Real estate closings: HUD-1 Statement replaced by Closing Disclosure Statement
By Barbara Craig, Real Estate Attorney
Prior to October 3, 2015, the Real Estate Settlement Procedures Act (RESPA) dictated that the HUD-1 Settlement Statement was to be used in all real estate closings in which a person financed the transaction with a federally backed mortgage. Since many mortgages are federally backed loans, the HUD-1 became the standard form for nearly all real estate transactions.
New Closing Disclosure Statement introduced
But this changed as of October 3, 2015. From that date forward, the form used is the Closing Disclosure Statement. As with the HUD-1, the closing disclosure statement is prepared by a settlement agent or closing agent, through a title or escrow company. The form lists all costs involved in the transaction, and to whom the charges and fees will be paid. The closing disclosure statement includes the loan details and the payment schedule for the borrower. Also included is the name and contact information for all the parties involved.
RESPA rules state that the mortgage lender must charge the same fees at real estate closings that were offered when the lender issued the good-faith estimate and approved the loan. The closing disclosure statement lists the fees from the good-faith estimate to make it easier to compare. If there is any significant fee discrepancy on the closing disclosure statement which is beyond the allowable amount, the lender must cover the cost of that difference.
Reviewing important documents prior to a real estate closing
The parties to a real estate transaction should receive the closing disclosure statement several days before closing to make any corrections. It is essential that the parties involved review this form in detail to ensure its accuracy. If a credit agreed to in the real estate contract is missing from the statement, it will be forfeit. The final version of the closing disclosure statement must be available to all the parties three days prior to the closing. If there are any changes, the three-day countdown resets. Once the closing disclosure statement is approved by the lender and signed by all the parties involved, the loan is ready for funding.

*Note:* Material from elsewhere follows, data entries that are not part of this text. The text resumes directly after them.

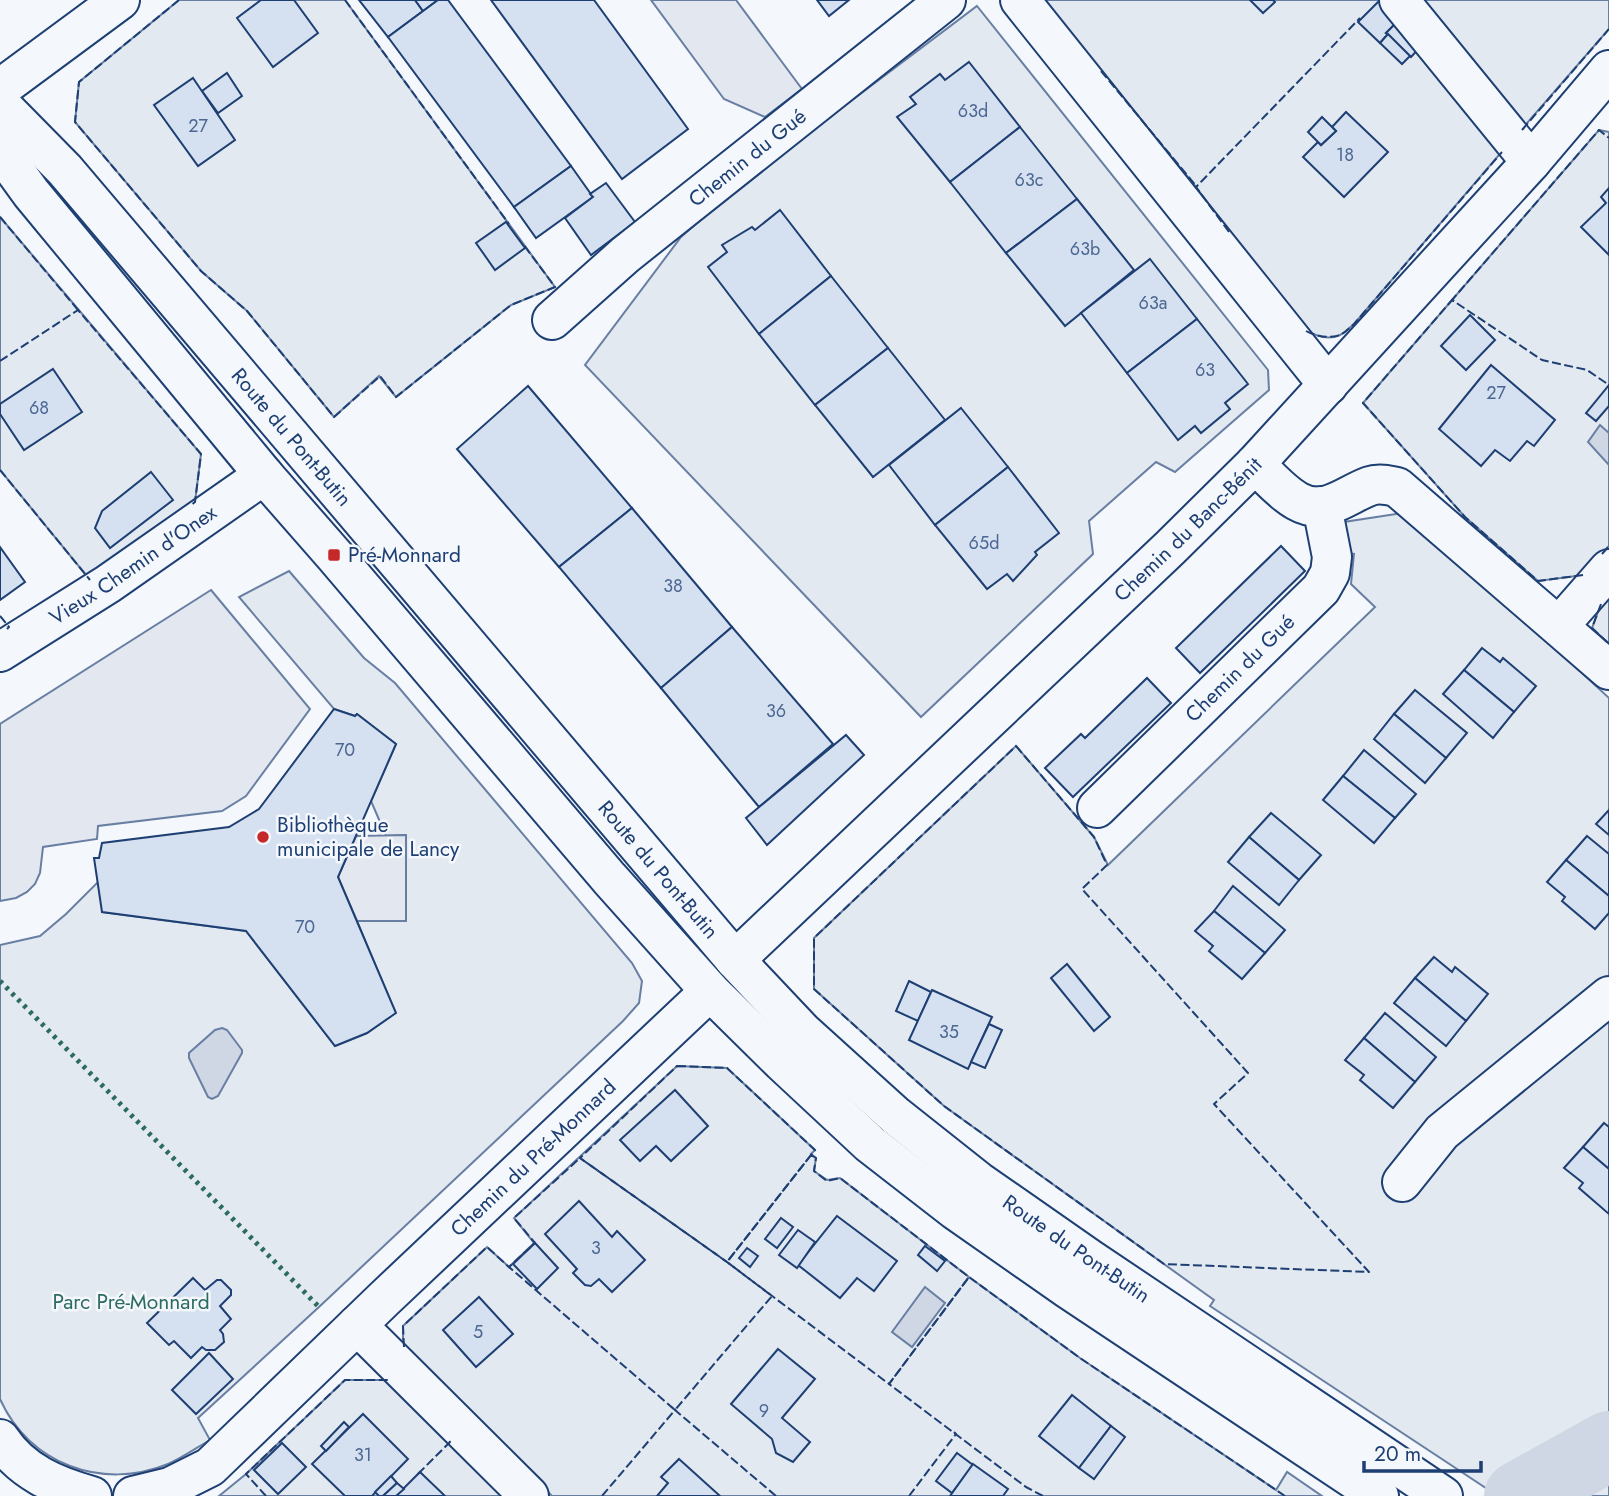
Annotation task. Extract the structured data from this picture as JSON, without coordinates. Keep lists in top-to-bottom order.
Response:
{
  "streets": {
    "street": [
      "Chemin du Gué",
      "Route du Pont-Butin",
      "Chemin du Banc-Bénit",
      "Vieux Chemin d'Onex",
      "Chemin du Pré-Monnard"
    ]
  },
  "crossings": [
    ["Route du Pont-Butin", "Chemin du Banc-Bénit"],
    ["Route du Pont-Butin", "Vieux Chemin d'Onex"],
    ["Route du Pont-Butin", "Chemin du Pré-Monnard"]
  ],
  "parks": ["Parc Pré-Monnard"],
  "places": {
    "transit": ["Pré-Monnard"],
    "other": ["Bibliothèque municipale de Lancy"]
  },
  "house_numbers": [
    "63d",
    "27",
    "18",
    "63c",
    "63b",
    "63a",
    "63",
    "27",
    "68",
    "65d",
    "38",
    "36",
    "70",
    "70",
    "35",
    "3",
    "5",
    "9",
    "31"
  ],
  "scale_bar": "20 m"
}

Despite best efforts by the parties involved, mistakes can and do happen when preparing the closing disclosure statement. It is a lengthy form and is extremely detailed, so it is important to review and understand each and every entry on it. If you have questions you should seek the advice of an experienced real estate attorney to help you navigate real estate closings. Unlike the real estate agent(s) and the escrow company, an attorney does not stand to gain a commission payment as a result of your transaction, so you can be sure that the legal advice offered by your attorney always reflects your best interests.